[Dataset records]
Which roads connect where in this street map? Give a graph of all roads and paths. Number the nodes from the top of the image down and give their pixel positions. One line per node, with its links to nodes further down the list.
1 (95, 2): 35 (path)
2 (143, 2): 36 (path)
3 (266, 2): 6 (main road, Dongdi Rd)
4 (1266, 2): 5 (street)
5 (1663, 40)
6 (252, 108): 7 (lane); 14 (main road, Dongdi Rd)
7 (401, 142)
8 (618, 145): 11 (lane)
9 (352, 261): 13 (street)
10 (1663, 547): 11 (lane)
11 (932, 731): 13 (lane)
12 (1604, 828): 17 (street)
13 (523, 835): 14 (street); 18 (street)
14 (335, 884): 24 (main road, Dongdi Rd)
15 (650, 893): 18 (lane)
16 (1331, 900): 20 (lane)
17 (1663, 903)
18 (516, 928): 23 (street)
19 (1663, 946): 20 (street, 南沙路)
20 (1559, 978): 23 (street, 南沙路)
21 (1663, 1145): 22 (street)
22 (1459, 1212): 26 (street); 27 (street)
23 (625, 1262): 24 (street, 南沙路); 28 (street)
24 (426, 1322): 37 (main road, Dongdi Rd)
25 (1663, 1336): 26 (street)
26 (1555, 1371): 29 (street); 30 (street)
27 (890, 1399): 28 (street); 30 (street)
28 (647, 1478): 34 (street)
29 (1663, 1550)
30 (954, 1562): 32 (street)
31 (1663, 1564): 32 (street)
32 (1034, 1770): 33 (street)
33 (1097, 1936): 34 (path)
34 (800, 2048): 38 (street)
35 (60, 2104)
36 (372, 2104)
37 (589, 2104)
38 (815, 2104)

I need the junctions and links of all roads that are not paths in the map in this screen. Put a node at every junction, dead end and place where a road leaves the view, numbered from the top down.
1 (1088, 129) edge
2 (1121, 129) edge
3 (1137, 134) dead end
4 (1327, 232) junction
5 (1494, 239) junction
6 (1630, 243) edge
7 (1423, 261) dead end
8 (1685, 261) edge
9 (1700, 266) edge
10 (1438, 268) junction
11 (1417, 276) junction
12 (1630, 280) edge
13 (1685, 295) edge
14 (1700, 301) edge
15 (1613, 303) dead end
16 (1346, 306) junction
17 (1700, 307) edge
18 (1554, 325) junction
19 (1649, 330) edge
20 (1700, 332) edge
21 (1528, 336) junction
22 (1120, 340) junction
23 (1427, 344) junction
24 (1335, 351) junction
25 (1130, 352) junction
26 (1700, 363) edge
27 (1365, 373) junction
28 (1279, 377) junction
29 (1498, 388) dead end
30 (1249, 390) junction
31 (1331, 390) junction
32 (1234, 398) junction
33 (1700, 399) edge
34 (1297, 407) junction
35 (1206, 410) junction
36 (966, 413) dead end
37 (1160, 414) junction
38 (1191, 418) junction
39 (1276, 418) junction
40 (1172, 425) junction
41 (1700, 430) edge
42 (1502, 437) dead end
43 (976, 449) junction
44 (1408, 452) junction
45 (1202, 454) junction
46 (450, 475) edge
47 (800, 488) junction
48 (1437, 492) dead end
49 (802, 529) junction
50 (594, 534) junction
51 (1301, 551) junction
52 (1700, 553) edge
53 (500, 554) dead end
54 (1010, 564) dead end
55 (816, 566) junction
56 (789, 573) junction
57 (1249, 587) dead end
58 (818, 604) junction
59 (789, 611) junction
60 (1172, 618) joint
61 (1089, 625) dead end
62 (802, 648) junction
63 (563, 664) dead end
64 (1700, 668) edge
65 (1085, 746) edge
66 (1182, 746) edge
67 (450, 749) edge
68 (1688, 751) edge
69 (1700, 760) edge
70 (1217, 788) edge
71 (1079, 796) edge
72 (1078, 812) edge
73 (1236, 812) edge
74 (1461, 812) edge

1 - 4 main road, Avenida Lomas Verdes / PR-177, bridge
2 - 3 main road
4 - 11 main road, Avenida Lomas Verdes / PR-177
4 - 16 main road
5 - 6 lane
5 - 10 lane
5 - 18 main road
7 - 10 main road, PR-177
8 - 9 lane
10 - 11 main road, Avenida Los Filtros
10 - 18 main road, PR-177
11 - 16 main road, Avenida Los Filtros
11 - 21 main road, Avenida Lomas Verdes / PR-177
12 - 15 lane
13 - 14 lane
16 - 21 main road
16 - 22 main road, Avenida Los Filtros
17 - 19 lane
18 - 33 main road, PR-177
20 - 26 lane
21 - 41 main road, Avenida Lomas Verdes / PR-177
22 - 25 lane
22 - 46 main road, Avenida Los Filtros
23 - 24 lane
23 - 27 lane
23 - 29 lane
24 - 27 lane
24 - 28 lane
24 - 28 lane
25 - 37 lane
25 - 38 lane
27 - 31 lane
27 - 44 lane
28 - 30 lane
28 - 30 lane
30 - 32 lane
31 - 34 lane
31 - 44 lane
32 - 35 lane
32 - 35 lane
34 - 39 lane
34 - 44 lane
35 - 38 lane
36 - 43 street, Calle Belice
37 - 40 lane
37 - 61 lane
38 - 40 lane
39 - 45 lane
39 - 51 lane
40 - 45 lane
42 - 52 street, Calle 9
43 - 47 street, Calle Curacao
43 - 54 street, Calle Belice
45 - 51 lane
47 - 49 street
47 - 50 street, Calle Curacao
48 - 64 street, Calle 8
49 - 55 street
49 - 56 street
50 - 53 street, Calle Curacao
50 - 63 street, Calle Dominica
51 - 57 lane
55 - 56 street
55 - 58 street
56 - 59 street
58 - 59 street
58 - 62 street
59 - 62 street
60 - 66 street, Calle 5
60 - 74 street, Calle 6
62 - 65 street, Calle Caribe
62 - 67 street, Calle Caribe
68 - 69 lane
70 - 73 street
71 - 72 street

# [What to do]
Repeat every entry exactly, please.

# [Answer to the problem]
Which roads connect where in this street map? Give a graph of all roads and paths. Number the nodes from the top of the image down and give their pixel positions. One line per node, with its links to nodes further down the list.
1 (95, 2): 35 (path)
2 (143, 2): 36 (path)
3 (266, 2): 6 (main road, Dongdi Rd)
4 (1266, 2): 5 (street)
5 (1663, 40)
6 (252, 108): 7 (lane); 14 (main road, Dongdi Rd)
7 (401, 142)
8 (618, 145): 11 (lane)
9 (352, 261): 13 (street)
10 (1663, 547): 11 (lane)
11 (932, 731): 13 (lane)
12 (1604, 828): 17 (street)
13 (523, 835): 14 (street); 18 (street)
14 (335, 884): 24 (main road, Dongdi Rd)
15 (650, 893): 18 (lane)
16 (1331, 900): 20 (lane)
17 (1663, 903)
18 (516, 928): 23 (street)
19 (1663, 946): 20 (street, 南沙路)
20 (1559, 978): 23 (street, 南沙路)
21 (1663, 1145): 22 (street)
22 (1459, 1212): 26 (street); 27 (street)
23 (625, 1262): 24 (street, 南沙路); 28 (street)
24 (426, 1322): 37 (main road, Dongdi Rd)
25 (1663, 1336): 26 (street)
26 (1555, 1371): 29 (street); 30 (street)
27 (890, 1399): 28 (street); 30 (street)
28 (647, 1478): 34 (street)
29 (1663, 1550)
30 (954, 1562): 32 (street)
31 (1663, 1564): 32 (street)
32 (1034, 1770): 33 (street)
33 (1097, 1936): 34 (path)
34 (800, 2048): 38 (street)
35 (60, 2104)
36 (372, 2104)
37 (589, 2104)
38 (815, 2104)

I need the junctions and links of all roads that are not paths in the map in this screen. Put a node at every junction, dead end and place where a road leaves the view, numbered from the top down.
1 (1088, 129) edge
2 (1121, 129) edge
3 (1137, 134) dead end
4 (1327, 232) junction
5 (1494, 239) junction
6 (1630, 243) edge
7 (1423, 261) dead end
8 (1685, 261) edge
9 (1700, 266) edge
10 (1438, 268) junction
11 (1417, 276) junction
12 (1630, 280) edge
13 (1685, 295) edge
14 (1700, 301) edge
15 (1613, 303) dead end
16 (1346, 306) junction
17 (1700, 307) edge
18 (1554, 325) junction
19 (1649, 330) edge
20 (1700, 332) edge
21 (1528, 336) junction
22 (1120, 340) junction
23 (1427, 344) junction
24 (1335, 351) junction
25 (1130, 352) junction
26 (1700, 363) edge
27 (1365, 373) junction
28 (1279, 377) junction
29 (1498, 388) dead end
30 (1249, 390) junction
31 (1331, 390) junction
32 (1234, 398) junction
33 (1700, 399) edge
34 (1297, 407) junction
35 (1206, 410) junction
36 (966, 413) dead end
37 (1160, 414) junction
38 (1191, 418) junction
39 (1276, 418) junction
40 (1172, 425) junction
41 (1700, 430) edge
42 (1502, 437) dead end
43 (976, 449) junction
44 (1408, 452) junction
45 (1202, 454) junction
46 (450, 475) edge
47 (800, 488) junction
48 (1437, 492) dead end
49 (802, 529) junction
50 (594, 534) junction
51 (1301, 551) junction
52 (1700, 553) edge
53 (500, 554) dead end
54 (1010, 564) dead end
55 (816, 566) junction
56 (789, 573) junction
57 (1249, 587) dead end
58 (818, 604) junction
59 (789, 611) junction
60 (1172, 618) joint
61 (1089, 625) dead end
62 (802, 648) junction
63 (563, 664) dead end
64 (1700, 668) edge
65 (1085, 746) edge
66 (1182, 746) edge
67 (450, 749) edge
68 (1688, 751) edge
69 (1700, 760) edge
70 (1217, 788) edge
71 (1079, 796) edge
72 (1078, 812) edge
73 (1236, 812) edge
74 (1461, 812) edge

1 - 4 main road, Avenida Lomas Verdes / PR-177, bridge
2 - 3 main road
4 - 11 main road, Avenida Lomas Verdes / PR-177
4 - 16 main road
5 - 6 lane
5 - 10 lane
5 - 18 main road
7 - 10 main road, PR-177
8 - 9 lane
10 - 11 main road, Avenida Los Filtros
10 - 18 main road, PR-177
11 - 16 main road, Avenida Los Filtros
11 - 21 main road, Avenida Lomas Verdes / PR-177
12 - 15 lane
13 - 14 lane
16 - 21 main road
16 - 22 main road, Avenida Los Filtros
17 - 19 lane
18 - 33 main road, PR-177
20 - 26 lane
21 - 41 main road, Avenida Lomas Verdes / PR-177
22 - 25 lane
22 - 46 main road, Avenida Los Filtros
23 - 24 lane
23 - 27 lane
23 - 29 lane
24 - 27 lane
24 - 28 lane
24 - 28 lane
25 - 37 lane
25 - 38 lane
27 - 31 lane
27 - 44 lane
28 - 30 lane
28 - 30 lane
30 - 32 lane
31 - 34 lane
31 - 44 lane
32 - 35 lane
32 - 35 lane
34 - 39 lane
34 - 44 lane
35 - 38 lane
36 - 43 street, Calle Belice
37 - 40 lane
37 - 61 lane
38 - 40 lane
39 - 45 lane
39 - 51 lane
40 - 45 lane
42 - 52 street, Calle 9
43 - 47 street, Calle Curacao
43 - 54 street, Calle Belice
45 - 51 lane
47 - 49 street
47 - 50 street, Calle Curacao
48 - 64 street, Calle 8
49 - 55 street
49 - 56 street
50 - 53 street, Calle Curacao
50 - 63 street, Calle Dominica
51 - 57 lane
55 - 56 street
55 - 58 street
56 - 59 street
58 - 59 street
58 - 62 street
59 - 62 street
60 - 66 street, Calle 5
60 - 74 street, Calle 6
62 - 65 street, Calle Caribe
62 - 67 street, Calle Caribe
68 - 69 lane
70 - 73 street
71 - 72 street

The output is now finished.